Foundations and charities
Are foundations and charities legally recognised in your jurisdiction? If so, what forms can they take?
In the United States, ‘foundation’ generally refers to a trust or corporation that is organised under state law and operated exclusively for charitable purposes. These foundations typically apply for exemption from federal and – if appropriate – state income taxes.
Private non-charitable foundations are not generally created in the United States.

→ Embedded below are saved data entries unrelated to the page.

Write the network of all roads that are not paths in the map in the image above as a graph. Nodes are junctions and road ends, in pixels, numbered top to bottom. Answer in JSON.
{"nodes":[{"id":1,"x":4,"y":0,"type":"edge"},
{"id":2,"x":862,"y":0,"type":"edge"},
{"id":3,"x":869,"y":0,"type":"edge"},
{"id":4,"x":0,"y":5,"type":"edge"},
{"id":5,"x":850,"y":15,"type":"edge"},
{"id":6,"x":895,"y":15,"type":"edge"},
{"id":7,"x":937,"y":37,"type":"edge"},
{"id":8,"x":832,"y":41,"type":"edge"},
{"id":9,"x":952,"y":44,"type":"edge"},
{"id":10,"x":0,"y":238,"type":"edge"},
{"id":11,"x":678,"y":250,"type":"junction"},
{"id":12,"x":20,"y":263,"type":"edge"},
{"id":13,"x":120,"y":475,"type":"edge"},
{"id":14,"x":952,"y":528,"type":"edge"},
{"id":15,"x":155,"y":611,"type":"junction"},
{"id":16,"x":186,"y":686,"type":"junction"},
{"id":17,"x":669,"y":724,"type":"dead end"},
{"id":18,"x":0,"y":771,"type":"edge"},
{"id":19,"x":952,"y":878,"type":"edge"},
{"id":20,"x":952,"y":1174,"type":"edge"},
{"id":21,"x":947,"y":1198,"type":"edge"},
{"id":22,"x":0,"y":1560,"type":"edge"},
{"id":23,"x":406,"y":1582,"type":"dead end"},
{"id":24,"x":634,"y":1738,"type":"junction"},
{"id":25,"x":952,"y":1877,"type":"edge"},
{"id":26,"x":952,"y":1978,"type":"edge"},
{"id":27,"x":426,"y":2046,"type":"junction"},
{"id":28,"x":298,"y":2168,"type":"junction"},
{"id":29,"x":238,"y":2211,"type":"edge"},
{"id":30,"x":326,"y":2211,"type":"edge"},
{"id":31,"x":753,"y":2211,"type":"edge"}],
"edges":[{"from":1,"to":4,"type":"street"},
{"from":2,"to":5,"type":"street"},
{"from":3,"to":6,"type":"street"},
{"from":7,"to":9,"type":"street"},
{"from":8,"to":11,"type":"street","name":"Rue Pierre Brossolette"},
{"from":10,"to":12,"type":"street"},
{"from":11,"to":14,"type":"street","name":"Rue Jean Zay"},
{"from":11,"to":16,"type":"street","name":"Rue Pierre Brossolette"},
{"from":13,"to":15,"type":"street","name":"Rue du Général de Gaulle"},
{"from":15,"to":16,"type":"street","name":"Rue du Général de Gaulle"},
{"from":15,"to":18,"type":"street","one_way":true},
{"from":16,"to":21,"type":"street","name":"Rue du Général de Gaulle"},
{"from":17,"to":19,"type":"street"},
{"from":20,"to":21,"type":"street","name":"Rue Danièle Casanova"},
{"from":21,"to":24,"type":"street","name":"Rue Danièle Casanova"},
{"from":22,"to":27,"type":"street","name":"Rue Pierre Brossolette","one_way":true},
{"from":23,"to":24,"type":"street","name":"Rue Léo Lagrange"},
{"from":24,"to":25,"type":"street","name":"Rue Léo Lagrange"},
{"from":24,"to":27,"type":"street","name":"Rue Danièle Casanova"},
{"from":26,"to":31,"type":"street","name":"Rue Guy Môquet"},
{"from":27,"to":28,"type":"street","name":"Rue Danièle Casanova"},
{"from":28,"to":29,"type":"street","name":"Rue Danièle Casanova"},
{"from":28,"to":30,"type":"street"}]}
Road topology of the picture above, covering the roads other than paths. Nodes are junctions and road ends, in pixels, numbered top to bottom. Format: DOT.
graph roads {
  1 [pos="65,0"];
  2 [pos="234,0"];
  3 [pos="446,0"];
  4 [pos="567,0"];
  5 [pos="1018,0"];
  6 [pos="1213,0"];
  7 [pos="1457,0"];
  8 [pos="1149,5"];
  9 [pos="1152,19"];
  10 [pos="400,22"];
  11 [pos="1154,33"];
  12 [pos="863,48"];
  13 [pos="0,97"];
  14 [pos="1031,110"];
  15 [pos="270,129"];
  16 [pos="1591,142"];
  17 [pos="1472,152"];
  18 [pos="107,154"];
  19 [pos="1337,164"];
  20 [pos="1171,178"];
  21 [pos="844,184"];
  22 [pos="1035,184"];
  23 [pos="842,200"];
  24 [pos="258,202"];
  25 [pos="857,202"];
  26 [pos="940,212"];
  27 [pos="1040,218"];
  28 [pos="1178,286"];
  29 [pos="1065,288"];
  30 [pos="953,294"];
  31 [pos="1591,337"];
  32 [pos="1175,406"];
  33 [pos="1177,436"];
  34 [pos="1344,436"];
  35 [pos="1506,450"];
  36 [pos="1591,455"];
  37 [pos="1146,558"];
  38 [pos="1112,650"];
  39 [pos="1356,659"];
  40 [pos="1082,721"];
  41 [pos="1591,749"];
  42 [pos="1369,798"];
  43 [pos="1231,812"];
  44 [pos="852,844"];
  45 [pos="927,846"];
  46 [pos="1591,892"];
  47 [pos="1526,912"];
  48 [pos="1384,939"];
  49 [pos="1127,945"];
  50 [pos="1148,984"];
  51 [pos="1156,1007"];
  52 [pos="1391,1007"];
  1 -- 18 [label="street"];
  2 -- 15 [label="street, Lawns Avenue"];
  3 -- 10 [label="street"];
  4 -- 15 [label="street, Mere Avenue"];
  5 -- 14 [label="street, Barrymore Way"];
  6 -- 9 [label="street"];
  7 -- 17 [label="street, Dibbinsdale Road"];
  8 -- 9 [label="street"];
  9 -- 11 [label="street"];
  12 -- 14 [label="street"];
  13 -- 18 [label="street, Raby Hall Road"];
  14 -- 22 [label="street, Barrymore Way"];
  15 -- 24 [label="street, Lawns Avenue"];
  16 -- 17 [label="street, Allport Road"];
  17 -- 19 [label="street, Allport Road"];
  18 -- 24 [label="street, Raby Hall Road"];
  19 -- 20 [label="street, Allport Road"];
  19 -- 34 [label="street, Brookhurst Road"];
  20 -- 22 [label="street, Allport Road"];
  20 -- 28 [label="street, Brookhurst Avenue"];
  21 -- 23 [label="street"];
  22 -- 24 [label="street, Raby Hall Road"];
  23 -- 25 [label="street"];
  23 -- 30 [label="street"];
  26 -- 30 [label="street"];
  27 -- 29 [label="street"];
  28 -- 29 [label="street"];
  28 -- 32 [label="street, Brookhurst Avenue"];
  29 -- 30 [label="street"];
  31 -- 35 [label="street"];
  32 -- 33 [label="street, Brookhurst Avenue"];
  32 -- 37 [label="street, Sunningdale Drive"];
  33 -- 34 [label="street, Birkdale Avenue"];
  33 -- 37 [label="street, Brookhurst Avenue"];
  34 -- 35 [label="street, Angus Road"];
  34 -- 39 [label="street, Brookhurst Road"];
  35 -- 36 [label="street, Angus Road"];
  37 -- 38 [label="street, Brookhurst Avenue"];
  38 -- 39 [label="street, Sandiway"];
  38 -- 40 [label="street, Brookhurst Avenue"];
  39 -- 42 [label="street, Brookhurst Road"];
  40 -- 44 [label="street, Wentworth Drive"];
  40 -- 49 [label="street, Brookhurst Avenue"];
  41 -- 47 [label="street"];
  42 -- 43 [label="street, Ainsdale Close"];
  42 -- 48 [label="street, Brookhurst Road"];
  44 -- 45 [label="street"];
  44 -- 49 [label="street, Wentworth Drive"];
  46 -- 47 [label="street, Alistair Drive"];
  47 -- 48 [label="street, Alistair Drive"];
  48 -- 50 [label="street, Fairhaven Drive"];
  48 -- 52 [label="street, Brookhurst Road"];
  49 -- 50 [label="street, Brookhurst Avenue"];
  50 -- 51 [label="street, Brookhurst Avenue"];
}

However, private non-charitable foundations properly formed in other jurisdictions will be recognised in the United States.
What rules and procedures govern the establishment and maintenance of foundations and charities?
In addition to state laws regulating the formation and operation of charitable organisations, tax-exempt charitable organisations are subject to strict federal tax laws to ensure that the organisation’s funds are used for religious, charitable, scientific or educational purposes and not for the private benefit of individuals or organisations. Most exempt organisations are classified as public charities or private foundations. Public charities and private foundations may not intervene or campaign for or against a candidate for public office. In addition, private foundations are subject to special federal excise taxes (eg, a tax against self-dealing) which are designed to inhibit foundations from engaging in abusive transactions.
Other than qualifying charities established for religious purposes, most charities are subject to annual federal tax reporting requirements and, in many cases, state reporting requirements.
How are foundations and charities taxed?
In the United States, ‘foundation’ generally refers to a trust or corporation that is organised under state law and operated exclusively for charitable purposes.
Charitable organisations in the United States may apply for exemption from federal income tax and, in many cases, state income tax. However, charitable organisations are subject to federal income tax on income from certain business activities that are unrelated to their charitable purposes.
Contributions to exempt charitable organisations may – subject to certain limitations – qualify for a federal income tax deduction to the donor.